He was the strange one,
or maybe not so strange.
it was his way I suppose
a place none of us could touch.                  

soon it
grieved my father into loneliness.

He was always quiet
even gentle
the way I remember him,

Though I think that came when he was older      
when he learned his need to love.                              

He had always loved her,  his love ever since the beginning,

Even after the Great Loss.    
but it was only when they were alone with the world
living by strength of their hands alone    
that he really began to know her.

She was a silent woman
almost never spoke.

She was good enough to the rest of us
but she wasn’t always kind
to him                                                       

I remember her seldom smile
sitting with him    alone   after her labors
keeping him
from the loneliness of his thought.

There was a touch of bitterness
somewhere in her heart
something that needed a voice  crying out-
it always hurt him.

I only knew him to weep for her once,
after she had been unkind to herself
in her silent woman’s way.
otherwise  her voice spoke deep within him spoke of discovering love together.

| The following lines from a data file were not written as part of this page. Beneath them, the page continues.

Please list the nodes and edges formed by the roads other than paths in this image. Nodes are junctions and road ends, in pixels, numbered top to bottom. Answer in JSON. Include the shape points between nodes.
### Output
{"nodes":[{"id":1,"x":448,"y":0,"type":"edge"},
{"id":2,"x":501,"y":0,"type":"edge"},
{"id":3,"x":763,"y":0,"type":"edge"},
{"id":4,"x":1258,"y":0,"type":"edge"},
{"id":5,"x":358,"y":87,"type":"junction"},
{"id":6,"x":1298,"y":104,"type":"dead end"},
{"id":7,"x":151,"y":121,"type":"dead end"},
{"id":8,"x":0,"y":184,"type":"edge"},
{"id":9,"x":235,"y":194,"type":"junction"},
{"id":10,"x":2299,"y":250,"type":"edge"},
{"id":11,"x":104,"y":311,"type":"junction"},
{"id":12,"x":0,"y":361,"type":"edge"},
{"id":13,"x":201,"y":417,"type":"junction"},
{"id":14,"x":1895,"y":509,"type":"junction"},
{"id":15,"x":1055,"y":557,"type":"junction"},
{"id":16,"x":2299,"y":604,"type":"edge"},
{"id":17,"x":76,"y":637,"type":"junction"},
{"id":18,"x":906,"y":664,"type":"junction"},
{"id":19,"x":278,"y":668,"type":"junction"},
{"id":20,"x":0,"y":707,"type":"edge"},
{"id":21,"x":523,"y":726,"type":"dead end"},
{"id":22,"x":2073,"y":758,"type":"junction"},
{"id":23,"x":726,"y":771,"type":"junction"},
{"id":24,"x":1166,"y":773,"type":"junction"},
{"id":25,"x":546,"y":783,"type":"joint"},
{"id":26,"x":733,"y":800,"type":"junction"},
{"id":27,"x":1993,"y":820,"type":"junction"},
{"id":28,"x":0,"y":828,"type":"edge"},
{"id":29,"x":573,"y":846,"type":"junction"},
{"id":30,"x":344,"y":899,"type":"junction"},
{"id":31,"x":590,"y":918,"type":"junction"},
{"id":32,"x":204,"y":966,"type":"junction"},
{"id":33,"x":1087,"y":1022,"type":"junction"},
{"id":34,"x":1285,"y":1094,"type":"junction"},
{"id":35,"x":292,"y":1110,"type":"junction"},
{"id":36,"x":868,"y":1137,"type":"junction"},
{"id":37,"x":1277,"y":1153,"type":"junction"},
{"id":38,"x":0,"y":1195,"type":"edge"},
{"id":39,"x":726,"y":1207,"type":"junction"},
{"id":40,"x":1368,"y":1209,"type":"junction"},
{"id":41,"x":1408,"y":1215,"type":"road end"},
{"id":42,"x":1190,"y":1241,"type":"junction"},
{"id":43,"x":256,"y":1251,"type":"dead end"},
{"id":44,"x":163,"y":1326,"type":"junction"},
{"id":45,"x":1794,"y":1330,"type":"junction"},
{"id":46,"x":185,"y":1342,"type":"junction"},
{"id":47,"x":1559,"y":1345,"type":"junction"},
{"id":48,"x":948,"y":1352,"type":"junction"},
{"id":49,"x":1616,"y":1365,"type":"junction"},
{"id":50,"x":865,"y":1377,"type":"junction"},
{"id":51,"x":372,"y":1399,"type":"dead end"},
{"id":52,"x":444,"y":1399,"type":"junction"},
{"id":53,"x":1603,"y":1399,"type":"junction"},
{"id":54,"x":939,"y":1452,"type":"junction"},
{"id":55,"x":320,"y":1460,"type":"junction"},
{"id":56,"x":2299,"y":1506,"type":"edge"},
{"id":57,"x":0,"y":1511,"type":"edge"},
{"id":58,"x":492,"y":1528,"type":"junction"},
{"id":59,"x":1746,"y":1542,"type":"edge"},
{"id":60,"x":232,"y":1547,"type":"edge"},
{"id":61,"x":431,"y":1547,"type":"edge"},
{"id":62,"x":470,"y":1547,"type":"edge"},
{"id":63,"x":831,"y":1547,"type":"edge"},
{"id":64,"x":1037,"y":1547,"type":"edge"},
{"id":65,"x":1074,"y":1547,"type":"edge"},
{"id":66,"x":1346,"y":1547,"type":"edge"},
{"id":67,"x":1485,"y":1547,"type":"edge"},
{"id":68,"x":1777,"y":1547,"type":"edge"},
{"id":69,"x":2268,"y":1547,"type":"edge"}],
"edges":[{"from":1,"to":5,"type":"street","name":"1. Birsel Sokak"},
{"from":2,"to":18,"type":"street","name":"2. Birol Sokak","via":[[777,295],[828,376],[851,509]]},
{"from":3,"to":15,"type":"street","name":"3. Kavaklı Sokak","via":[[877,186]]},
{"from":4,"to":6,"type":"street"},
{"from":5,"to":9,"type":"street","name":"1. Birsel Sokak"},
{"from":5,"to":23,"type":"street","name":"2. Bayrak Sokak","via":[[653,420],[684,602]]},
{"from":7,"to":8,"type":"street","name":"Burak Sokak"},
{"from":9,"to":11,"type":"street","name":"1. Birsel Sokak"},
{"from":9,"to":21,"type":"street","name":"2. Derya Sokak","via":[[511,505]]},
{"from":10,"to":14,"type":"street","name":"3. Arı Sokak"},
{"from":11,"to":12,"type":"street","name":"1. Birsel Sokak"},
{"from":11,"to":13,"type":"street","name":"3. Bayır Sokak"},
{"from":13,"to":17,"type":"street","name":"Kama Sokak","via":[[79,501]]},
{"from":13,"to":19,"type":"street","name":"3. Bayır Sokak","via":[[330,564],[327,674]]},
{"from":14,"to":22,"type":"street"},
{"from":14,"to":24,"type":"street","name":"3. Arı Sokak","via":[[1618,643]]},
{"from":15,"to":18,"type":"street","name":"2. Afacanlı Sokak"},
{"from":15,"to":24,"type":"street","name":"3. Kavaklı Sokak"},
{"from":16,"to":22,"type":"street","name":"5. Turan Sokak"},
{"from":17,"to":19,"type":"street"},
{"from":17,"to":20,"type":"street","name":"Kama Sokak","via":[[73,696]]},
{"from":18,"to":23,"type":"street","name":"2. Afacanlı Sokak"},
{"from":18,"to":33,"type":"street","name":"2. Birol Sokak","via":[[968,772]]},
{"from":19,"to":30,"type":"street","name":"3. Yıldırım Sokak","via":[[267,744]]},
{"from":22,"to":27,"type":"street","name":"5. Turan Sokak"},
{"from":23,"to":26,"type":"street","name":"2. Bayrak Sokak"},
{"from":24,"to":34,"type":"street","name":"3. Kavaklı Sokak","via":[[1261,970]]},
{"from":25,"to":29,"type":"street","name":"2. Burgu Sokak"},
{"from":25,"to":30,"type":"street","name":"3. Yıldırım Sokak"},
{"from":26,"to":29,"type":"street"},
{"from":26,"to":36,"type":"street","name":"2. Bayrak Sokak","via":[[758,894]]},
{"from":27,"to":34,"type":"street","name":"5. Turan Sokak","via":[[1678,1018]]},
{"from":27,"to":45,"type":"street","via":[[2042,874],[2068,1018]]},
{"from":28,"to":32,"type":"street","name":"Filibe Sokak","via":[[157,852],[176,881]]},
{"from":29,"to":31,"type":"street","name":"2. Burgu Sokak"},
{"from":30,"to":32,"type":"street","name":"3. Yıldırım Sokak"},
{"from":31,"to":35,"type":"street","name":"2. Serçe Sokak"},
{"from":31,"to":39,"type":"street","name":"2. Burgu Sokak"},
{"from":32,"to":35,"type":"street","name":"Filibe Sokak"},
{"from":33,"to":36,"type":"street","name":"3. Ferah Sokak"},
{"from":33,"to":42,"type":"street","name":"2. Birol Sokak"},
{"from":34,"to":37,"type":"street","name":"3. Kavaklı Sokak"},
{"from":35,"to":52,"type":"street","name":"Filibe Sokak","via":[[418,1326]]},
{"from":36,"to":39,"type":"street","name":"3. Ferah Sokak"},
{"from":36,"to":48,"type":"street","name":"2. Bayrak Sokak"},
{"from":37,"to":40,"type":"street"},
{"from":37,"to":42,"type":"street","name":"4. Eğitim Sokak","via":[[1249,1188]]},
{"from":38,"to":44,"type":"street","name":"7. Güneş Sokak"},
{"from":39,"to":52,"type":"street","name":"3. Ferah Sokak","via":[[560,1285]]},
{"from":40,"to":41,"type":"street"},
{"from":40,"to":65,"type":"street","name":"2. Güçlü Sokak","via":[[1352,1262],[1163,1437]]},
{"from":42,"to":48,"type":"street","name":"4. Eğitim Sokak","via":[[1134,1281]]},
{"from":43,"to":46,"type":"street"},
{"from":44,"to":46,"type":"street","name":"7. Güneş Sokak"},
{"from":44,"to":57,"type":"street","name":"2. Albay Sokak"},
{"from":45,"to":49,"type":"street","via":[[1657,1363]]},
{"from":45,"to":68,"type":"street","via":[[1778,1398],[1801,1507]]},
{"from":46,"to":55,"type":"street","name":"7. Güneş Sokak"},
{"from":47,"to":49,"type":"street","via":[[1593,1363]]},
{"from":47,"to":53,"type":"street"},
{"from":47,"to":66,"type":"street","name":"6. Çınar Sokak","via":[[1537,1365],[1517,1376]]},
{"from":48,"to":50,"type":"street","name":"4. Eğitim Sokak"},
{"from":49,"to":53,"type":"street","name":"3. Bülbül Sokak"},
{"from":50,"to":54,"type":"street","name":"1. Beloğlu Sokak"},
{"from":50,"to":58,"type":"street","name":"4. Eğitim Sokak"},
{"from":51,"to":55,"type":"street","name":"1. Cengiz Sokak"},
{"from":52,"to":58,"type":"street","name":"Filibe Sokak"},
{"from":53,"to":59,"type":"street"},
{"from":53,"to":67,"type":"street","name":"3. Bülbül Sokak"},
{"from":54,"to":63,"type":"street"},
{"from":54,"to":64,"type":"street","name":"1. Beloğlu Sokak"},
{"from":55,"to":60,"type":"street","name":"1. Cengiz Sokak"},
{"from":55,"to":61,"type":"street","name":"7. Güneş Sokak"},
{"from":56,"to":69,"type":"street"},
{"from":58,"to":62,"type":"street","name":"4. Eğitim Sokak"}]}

He was a man of God though he had his own thoughts about everything now,    
ideas he struggled for
and then finally keep as his own.

There was a certain pride in him
you wouldn’t suspect unless you knew him well.

Strong,        
sometimes foolish.    
Always a bit sad.

There was something in the way he did things     
or maybe the way he walked,       
it made you weary to see him,
but hoping he’d notice you.

 He never talked about the old days before my father and we know little,
only that it was very hard,  
filled with a loneliness for something or someone he wouldn’t speak of.  

A despair that he carried like a yoke that bound his will to his heart.                               
And when the things only he could know  
troubled him     
he would walk over the fields
towards the unreachable Mountains         
out until the next light.

I think it was hard for him to believe in himself     
with all that was demanded
naked  in his own solitude
alone with the memory of the night.

When we were young   
it was easy to pretend we could see the flowers grow
rising swiftly to the light.

 My father was like him.           
Quiet.   
hard working.
but there was something standing between them
some part of him that my father wanted
or needed
that he was never given.
but maybe received unknown.

They would sit
and talk
when the sun was silent in the grain
waiting thirst.

 

He had a strange  and often beautiful way of saying things,
words that would whisper in your mind  and still again into silence.
that angered my father   who hadn’t the patience to wait so quietly for meaning.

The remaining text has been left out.